Monthly Archives: March 2017

WHO PLANTED TOMATO JUICE?

I heard a story on National Public Radio yesterday about how cannon balls have become a potential problem in Charleston, S.C.

Alexandra Olgin reported that these possibly dangerous relics from the Revolutionary and Civil wars become unearthed during construction projects, after hurricanes and sometimes randomly in someone’s backyard. Some of the artifacts contain black powder and need to be detonated.

Digging in the dirt at the community garden, I often wonder what else has happened in my spot. Did settlers centuries ago try to grow a garden in the same location? What conversations have taken place on the land where I now discuss where to plant my corn and beans? Did anyone ever build a house on the property? Did someone famous like President George Washington ever step through my garden? Maybe he slept there.

Every spot has a history. My dad used to talk about looking for native American arrowheads in fields near his house when he was a boy.

In our rented garden, mostly I find plastic garden tags, zip ties and pieces of string that surface from previous growing seasons. One summer I unearthed a tomato juice can, and I’ve removed buckets of pebbles and rocks. But I’ve never found anything historic such as an arrowhead and thankfully nothing remotely as dramatic as a cannon ball.

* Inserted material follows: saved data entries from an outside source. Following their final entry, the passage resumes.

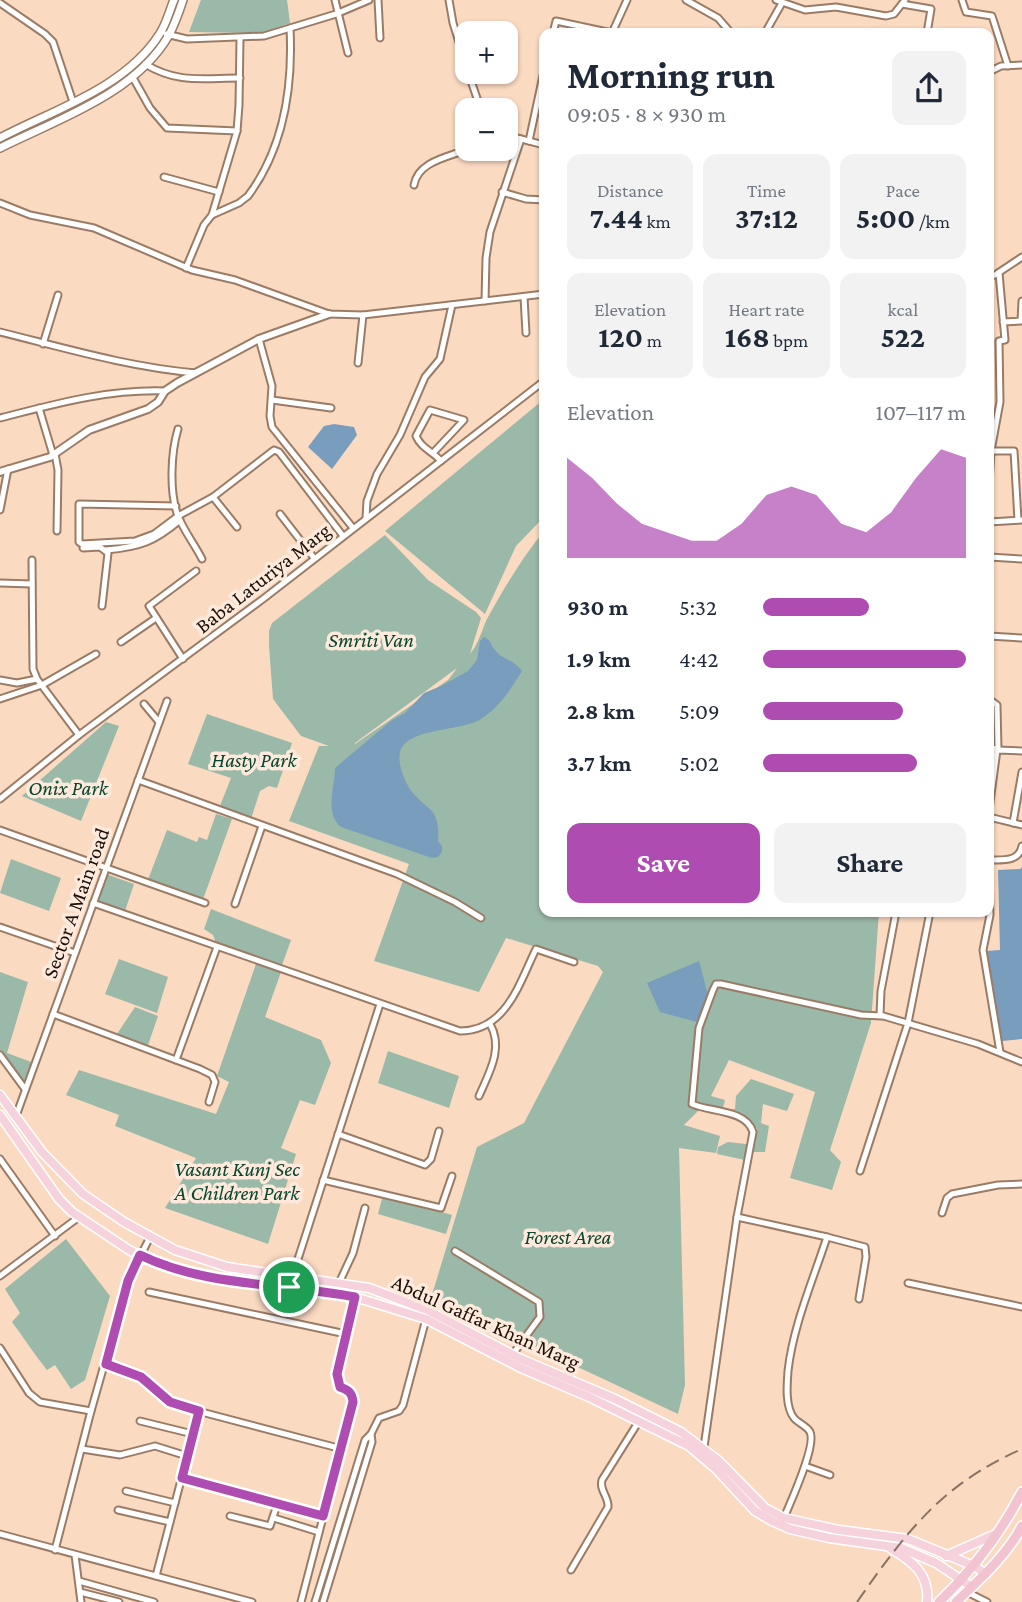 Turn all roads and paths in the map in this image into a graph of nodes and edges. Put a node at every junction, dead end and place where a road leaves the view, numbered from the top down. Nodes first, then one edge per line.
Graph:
1 (174, 0) edge
2 (183, 0) edge
3 (335, 0) edge
4 (369, 0) edge
5 (378, 0) edge
6 (449, 0) edge
7 (626, 0) edge
8 (686, 0) edge
9 (962, 0) edge
10 (779, 1) edge
11 (904, 2) edge
12 (0, 3) edge
13 (356, 4) edge
14 (337, 14) junction
15 (290, 28) junction
16 (554, 28) edge
17 (589, 28) edge
18 (614, 28) edge
19 (726, 28) edge
20 (767, 28) edge
21 (929, 28) edge
22 (455, 29) edge
23 (165, 33) junction
24 (240, 38) junction
25 (380, 38) dead end
26 (348, 53) dead end
27 (145, 64) junction
28 (1022, 65) edge
29 (1008, 66) junction
30 (994, 70) edge
31 (132, 76) junction
32 (240, 78) junction
33 (539, 94) edge
34 (72, 102) junction
35 (237, 131) junction
36 (0, 138) edge
37 (518, 138) edge
38 (521, 139) junction
39 (529, 141) junction
40 (539, 144) edge
41 (0, 148) edge
42 (455, 155) edge
43 (164, 177) dead end
44 (414, 186) dead end
45 (219, 191) junction
46 (502, 192) junction
47 (539, 200) edge
48 (0, 203) edge
49 (212, 215) junction
50 (1022, 257) edge
51 (186, 268) junction
52 (999, 273) junction
53 (994, 274) edge
54 (58, 295) dead end
55 (539, 295) edge
56 (524, 297) junction
57 (1022, 301) edge
58 (485, 302) junction
59 (452, 306) junction
60 (329, 314) junction
61 (363, 315) junction
62 (1003, 323) junction
63 (0, 332) edge
64 (526, 333) dead end
65 (259, 339) junction
66 (43, 344) junction
67 (358, 363) dead end
68 (199, 373) junction
69 (539, 385) edge
70 (165, 391) junction
71 (994, 396) edge
72 (999, 396) junction
73 (272, 400) junction
74 (39, 408) junction
75 (331, 408) dead end
76 (0, 418) edge
77 (178, 429) dead end
78 (994, 431) edge
79 (994, 451) edge
80 (433, 453) junction
81 (54, 454) junction
82 (441, 461) junction
83 (8, 469) junction
84 (0, 472) edge
85 (213, 497) junction
86 (176, 506) junction
87 (0, 510) edge
88 (280, 514) dead end
89 (179, 518) junction
90 (366, 518) junction
91 (1020, 520) edge
92 (994, 522) edge
93 (237, 527) dead end
94 (353, 528) junction
95 (57, 531) dead end
96 (343, 536) junction
97 (83, 548) dead end
98 (106, 550) junction
99 (994, 557) edge
100 (314, 558) junction
101 (202, 559) dead end
102 (1022, 559) edge
103 (32, 560) dead end
104 (196, 570) dead end
105 (0, 583) edge
106 (32, 584) junction
107 (103, 606) dead end
108 (156, 618) junction
109 (994, 636) edge
110 (1022, 638) edge
111 (121, 642) dead end
112 (96, 654) dead end
113 (183, 659) junction
114 (0, 680) edge
115 (40, 682) junction
116 (0, 699) edge
117 (167, 701) dead end
118 (994, 703) edge
119 (144, 704) dead end
120 (159, 722) junction
121 (79, 735) junction
122 (994, 749) edge
123 (998, 749) junction
124 (1022, 751) edge
125 (1022, 772) edge
126 (994, 776) edge
127 (138, 780) junction
128 (0, 799) edge
129 (994, 818) edge
130 (1013, 823) junction
131 (1022, 825) edge
132 (262, 826) junction
133 (0, 830) edge
134 (1022, 834) edge
135 (1022, 846) edge
136 (994, 860) edge
137 (106, 869) junction
138 (93, 903) junction
139 (205, 904) dead end
140 (235, 904) dead end
141 (895, 917) edge
142 (929, 917) edge
143 (990, 917) edge
144 (481, 918) dead end
145 (0, 927) edge
146 (217, 947) junction
147 (75, 953) junction
148 (575, 962) dead end
149 (380, 1004) junction
150 (53, 1014) junction
151 (882, 1016) junction
152 (908, 1023) junction
153 (489, 1024) junction
154 (1000, 1052) junction
155 (0, 1055) edge
156 (176, 1060) junction
157 (1022, 1062) edge
158 (25, 1089) junction
159 (0, 1095) edge
160 (479, 1096) dead end
161 (209, 1102) dead end
162 (0, 1115) edge
163 (15, 1117) junction
164 (439, 1131) dead end
165 (338, 1134) junction
166 (0, 1159) edge
167 (860, 1171) dead end
168 (452, 1176) dead end
169 (323, 1180) junction
170 (1022, 1184) edge
171 (365, 1208) dead end
172 (942, 1213) dead end
173 (79, 1217) junction
174 (737, 1217) junction
175 (55, 1236) junction
176 (150, 1237) junction
177 (827, 1237) junction
178 (455, 1251) dead end
179 (140, 1255) junction
180 (0, 1276) edge
181 (292, 1277) junction
182 (339, 1283) junction
183 (908, 1283) dead end
184 (289, 1287) junction
185 (149, 1292) dead end
186 (355, 1297) junction
187 (859, 1298) dead end
188 (1022, 1307) edge
189 (426, 1319) junction
190 (346, 1334) junction
191 (0, 1348) edge
192 (513, 1354) junction
193 (106, 1364) junction
194 (91, 1411) junction
195 (199, 1411) junction
196 (140, 1421) dead end
197 (639, 1421) junction
198 (193, 1434) junction
199 (371, 1434) junction
200 (704, 1447) junction
201 (82, 1449) junction
202 (342, 1449) junction
203 (187, 1456) junction
204 (805, 1466) junction
205 (830, 1475) dead end
206 (182, 1478) junction
207 (125, 1491) dead end
208 (1022, 1492) edge
209 (278, 1502) junction
210 (175, 1503) junction
211 (118, 1510) dead end
212 (230, 1516) dead end
213 (323, 1516) junction
214 (274, 1518) junction
215 (784, 1518) junction
216 (170, 1522) junction
217 (1022, 1526) edge
218 (1000, 1531) junction
219 (319, 1532) junction
220 (0, 1534) edge
221 (889, 1547) junction
222 (55, 1550) junction
223 (75, 1555) junction
224 (946, 1556) junction
225 (974, 1566) junction
226 (571, 1570) dead end
227 (986, 1574) junction
228 (156, 1576) junction
229 (962, 1580) junction
230 (79, 1581) junction
231 (969, 1590) junction
232 (80, 1592) junction
233 (81, 1602) edge
234 (119, 1602) edge
235 (154, 1602) edge
236 (252, 1602) edge
237 (301, 1602) edge
238 (315, 1602) edge
239 (323, 1602) edge
240 (927, 1602) edge
241 (939, 1602) edge
242 (956, 1602) edge
243 (987, 1602) edge

1 - 23 main road
2 - 23 main road
3 - 14 street
4 - 13 street
5 - 25 street
6 - 22 street
7 - 18 street
8 - 19 street
9 - 29 street
10 - 11 street
10 - 20 street
11 - 21 street
12 - 34 street
13 - 14 street
14 - 15 street
14 - 26 street
15 - 24 street
15 - 49 street
16 - 17 street
23 - 24 street
23 - 27 main road
23 - 34 main road
24 - 32 street
27 - 31 main road
27 - 32 street
28 - 29 street
29 - 30 street
31 - 35 street
31 - 41 main road
32 - 35 street
33 - 39 street
34 - 36 main road
35 - 45 street
37 - 38 street
38 - 39 street
38 - 46 street
39 - 40 street
42 - 44 street
43 - 45 street
45 - 49 street
46 - 47 street
46 - 58 street
48 - 51 street
49 - 51 street
50 - 52 street
51 - 60 street
52 - 53 street
52 - 62 street
54 - 66 street
55 - 56 street
56 - 58 street
56 - 64 street
57 - 62 street
58 - 59 street
59 - 61 street
59 - 90 street
60 - 61 street
60 - 65 street
61 - 67 street
62 - 72 street
63 - 66 street
65 - 68 street
65 - 73 street
66 - 68 street
68 - 70 street
69 - 82 street, Baba Laturiya Marg
70 - 74 street
70 - 81 street
71 - 72 street
72 - 78 street
73 - 75 street
73 - 94 street
74 - 76 street
74 - 81 street
77 - 86 street
79 - 91 street
80 - 80 street
80 - 82 street
81 - 83 street
81 - 95 street
82 - 90 street, Baba Laturiya Marg
83 - 84 street
83 - 87 street
85 - 89 street
85 - 93 street
85 - 96 street
86 - 89 street
86 - 89 street
88 - 100 street
89 - 98 street
89 - 101 street
90 - 94 street, Baba Laturiya Marg
91 - 92 street
94 - 96 street, Baba Laturiya Marg
96 - 100 street, Baba Laturiya Marg
97 - 98 street
98 - 107 street
99 - 102 street
100 - 113 street, Baba Laturiya Marg
103 - 106 street
104 - 108 street
105 - 106 street
106 - 115 street
108 - 111 street
108 - 113 street
109 - 110 street
112 - 115 street
113 - 121 street, Baba Laturiya Marg
114 - 115 street
115 - 116 street
115 - 121 street
117 - 120 street, Sector A Main road
118 - 123 street
119 - 120 street
120 - 127 street, Sector A Main road
121 - 128 street, Baba Laturiya Marg
122 - 123 street
123 - 124 street
123 - 126 street
125 - 130 street
127 - 132 street
127 - 137 street, Sector A Main road
129 - 130 street
130 - 131 street
131 - 134 street
132 - 140 street
132 - 144 street
133 - 137 street
135 - 136 street
137 - 138 street, Sector A Main road
137 - 139 street
138 - 146 street
138 - 147 street, Sector A Main road
141 - 151 street
142 - 152 street
143 - 154 street
145 - 147 street
146 - 149 street
146 - 156 street
147 - 150 street, Sector A Main road
148 - 153 street
149 - 153 street
149 - 165 street
150 - 156 street
150 - 158 street, Sector A Main road
151 - 152 street
151 - 174 street
152 - 154 street
152 - 167 street
153 - 160 street
154 - 157 street
155 - 158 street
156 - 161 street
158 - 163 street, Sector A Main road
159 - 163 main road, Abdul Gaffar Khan Marg
162 - 173 main road, Abdul Gaffar Khan Marg
163 - 176 main road, Abdul Gaffar Khan Marg
164 - 165 street
165 - 169 street
166 - 175 street
168 - 169 street
169 - 181 street
170 - 172 street
171 - 182 street
173 - 175 street
173 - 179 main road, Abdul Gaffar Khan Marg
174 - 177 street
174 - 200 street
175 - 180 street
176 - 179 street
176 - 181 main road, Abdul Gaffar Khan Marg
177 - 187 street
177 - 204 street
178 - 192 street
179 - 184 main road, Abdul Gaffar Khan Marg
179 - 193 street
181 - 182 main road, Abdul Gaffar Khan Marg
181 - 184 street
182 - 192 main road, Abdul Gaffar Khan Marg
183 - 188 street
184 - 186 main road, Abdul Gaffar Khan Marg
185 - 190 street
186 - 189 main road, Abdul Gaffar Khan Marg
186 - 190 street
189 - 197 main road, Abdul Gaffar Khan Marg
189 - 199 street
190 - 202 street
191 - 194 street
192 - 200 main road, Abdul Gaffar Khan Marg
193 - 194 street
193 - 195 street
194 - 201 street
195 - 198 street
195 - 202 street
196 - 198 street
197 - 221 main road, Abdul Gaffar Khan Marg
197 - 226 street
198 - 203 street
199 - 238 street
199 - 239 street
200 - 215 main road, Abdul Gaffar Khan Marg
201 - 203 street
201 - 222 street
202 - 213 street
203 - 206 street
204 - 205 street
204 - 215 street
206 - 209 street
206 - 210 street
207 - 210 street
208 - 218 highway
209 - 213 street
209 - 214 street
210 - 216 street
211 - 216 street
212 - 214 street
213 - 219 street
214 - 219 street
215 - 224 main road, Abdul Gaffar Khan Marg
216 - 228 street
217 - 227 highway
218 - 224 main road
218 - 225 highway
219 - 237 street
220 - 222 street
221 - 229 main road, Abdul Gaffar Khan Marg
221 - 240 main road
222 - 223 street
223 - 228 street
223 - 230 street
224 - 225 main road, Abdul Gaffar Khan Marg
225 - 227 main road, Abdul Gaffar Khan Marg
225 - 229 highway
227 - 231 highway
228 - 236 street
229 - 231 main road, Abdul Gaffar Khan Marg
229 - 241 highway
230 - 232 street
230 - 235 street
231 - 242 highway
231 - 243 street
232 - 233 street
232 - 234 street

Each year, I try to keep our plot clear of debris, not only for my present-day neighbors, but also for those who might pass through my spot in the future. Inevitably I’ll probably lose a button or drop a coin in the soil without knowing. If I do, I wonder who will find them.

–cawk

LET THE SPRING THAW BEGIN

Last week, snow and ice glazed the local ground and trees after a Nor’easter rolled through, reminding antsy gardeners like me that winter wasn’t over.

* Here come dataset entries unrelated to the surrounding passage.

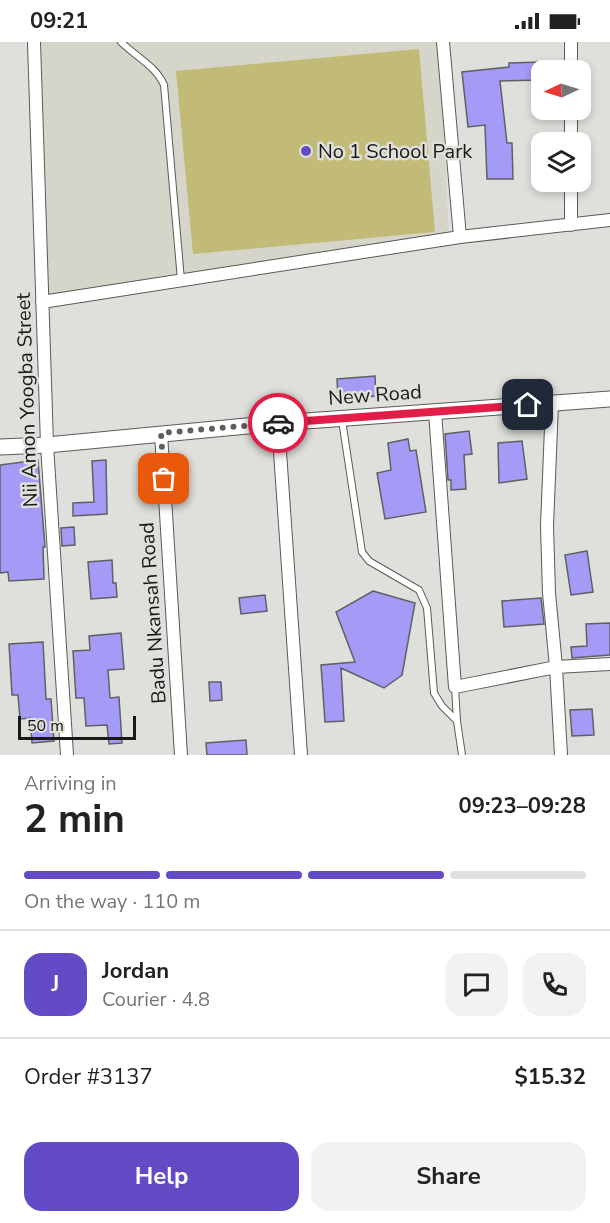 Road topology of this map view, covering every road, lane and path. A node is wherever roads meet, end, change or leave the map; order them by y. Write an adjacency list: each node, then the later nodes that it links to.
1 (34, 42): 11 (street, Nii Amon Yoogba Street)
2 (121, 42): 10 (lane)
3 (443, 42): 9 (street)
4 (571, 42): 5 (street)
5 (571, 60)
6 (571, 192): 8 (street)
7 (610, 219): 8 (street)
8 (571, 225): 9 (street)
9 (460, 237): 10 (street)
10 (181, 280): 11 (street)
11 (42, 302): 18 (street, Nii Amon Yoogba Street)
12 (610, 399): 13 (street, New Road)
13 (552, 403): 14 (street, New Road); 21 (street)
14 (435, 412): 15 (street, New Road); 22 (street)
15 (342, 418): 16 (street, New Road); 23 (lane)
16 (278, 423): 17 (street, New Road); 26 (street)
17 (161, 433): 18 (street, New Road); 25 (street, Badu Nkansah Road)
18 (47, 445): 19 (street, New Road); 24 (street, Nii Amon Yoogba Street)
19 (0, 447)
20 (610, 664): 21 (street)
21 (556, 667): 22 (street); 28 (street)
22 (455, 687): 23 (lane)
23 (457, 721): 27 (lane)
24 (67, 755)
25 (182, 755)
26 (301, 755)
27 (462, 755)
28 (561, 755)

After town crews cleared the roads, I drove by the community garden to look at the plots. Snow roughly blanketed the flat vacant fields. Statues looked like someone had dipped them in ice. Fringed sleeves of clear frozen water dangled from the brittle tree branches and bushes.

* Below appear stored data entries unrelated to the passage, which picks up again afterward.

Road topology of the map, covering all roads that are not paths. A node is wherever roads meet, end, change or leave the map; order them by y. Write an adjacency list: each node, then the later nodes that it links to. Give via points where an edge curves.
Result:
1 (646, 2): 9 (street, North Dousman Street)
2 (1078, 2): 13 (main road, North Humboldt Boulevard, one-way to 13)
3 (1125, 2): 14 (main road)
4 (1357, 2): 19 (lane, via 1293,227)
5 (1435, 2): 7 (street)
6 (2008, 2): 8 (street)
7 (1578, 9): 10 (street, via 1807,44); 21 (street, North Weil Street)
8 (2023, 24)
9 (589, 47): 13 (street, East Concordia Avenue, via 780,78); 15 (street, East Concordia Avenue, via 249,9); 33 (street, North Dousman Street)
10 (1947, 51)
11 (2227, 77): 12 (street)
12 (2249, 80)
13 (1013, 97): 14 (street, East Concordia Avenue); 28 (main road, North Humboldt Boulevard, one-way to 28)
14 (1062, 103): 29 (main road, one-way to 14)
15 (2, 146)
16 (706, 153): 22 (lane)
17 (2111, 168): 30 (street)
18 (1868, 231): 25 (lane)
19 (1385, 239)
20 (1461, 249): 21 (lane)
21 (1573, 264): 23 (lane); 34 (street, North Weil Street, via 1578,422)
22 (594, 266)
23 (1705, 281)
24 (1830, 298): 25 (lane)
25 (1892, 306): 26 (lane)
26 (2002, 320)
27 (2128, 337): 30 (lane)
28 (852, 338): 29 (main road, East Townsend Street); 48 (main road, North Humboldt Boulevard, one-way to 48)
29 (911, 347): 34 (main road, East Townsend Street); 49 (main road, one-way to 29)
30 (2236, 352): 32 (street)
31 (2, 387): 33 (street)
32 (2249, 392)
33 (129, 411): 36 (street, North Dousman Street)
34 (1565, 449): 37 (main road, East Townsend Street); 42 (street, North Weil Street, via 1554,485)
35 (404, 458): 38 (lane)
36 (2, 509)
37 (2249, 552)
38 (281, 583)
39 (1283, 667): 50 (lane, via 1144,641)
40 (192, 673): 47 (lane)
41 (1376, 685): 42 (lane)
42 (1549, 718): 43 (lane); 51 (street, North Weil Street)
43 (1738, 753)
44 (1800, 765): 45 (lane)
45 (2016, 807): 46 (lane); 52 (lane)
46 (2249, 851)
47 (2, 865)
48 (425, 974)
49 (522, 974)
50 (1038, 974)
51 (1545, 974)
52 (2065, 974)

A few days later, conditions improved. The sun emerged and melted away the winter scene. I drove by the community garden again on my way to rent a space for 2017. St. Patrick’s Day with its promise of green seemed like a great time to sign up. The ground remained frozen, but the outdoor scene free of snow radiated with simplicity and sunshine.

Tonight, the Green Thumbs are getting together to make plans for this year’s garden. I envision growing rows of beans and flowers, maybe an old-seed patch, and staples such as peppers, tomatoes, onions, and zucchini.

Whatever we decide to plant, the ground can start to thaw now and temperatures can warm up. The calendar says spring, and we’re ready to garden.

–cawk

MORE THAN ONE COMMUNITY OPTION FOR VEGETABLES

vegetables-from-csa

In addition to growing our own vegetables each summer, my family likes to join a CSA. A medium share each week from the Community Supported Agriculture complements our harvest and insures that if our novice efforts at the community garden fail, we will still sit down at the end of the day to a meal made from fresh, locally-grown food.

The Green Thumbs have had success each year with the familiar crops of cucumbers, peppers, tomatoes, beans, squash, and zucchini. Our onions and lettuce have had good years and bad. Our corn quality was phenomenal last year. But our potato quantity fizzled.

I like the security of knowing that a professional farmer is backing us up with the basics and growing vegetables less familiar to our garden such as broccoli rabe, beets and Bok choy.

The weekly surprise of the CSA menu also interests me. Whereas I know what our family plants and how far along the vegetables are growing, someone else tends to the CSA farm. The grower sends us an advanced email of what to expect, but on busy weeks my first glance of our share is what’s written on the board in the barn at pickup.

My youngest son likes to experiment in the kitchen, so the mix of vegetables from two different places offers him a creative challenge. He turns kale from the CSA into chips, and strawberries from the community garden into dessert. In between, he mixes vegetables from both places to create a tasteful stir-fry dish.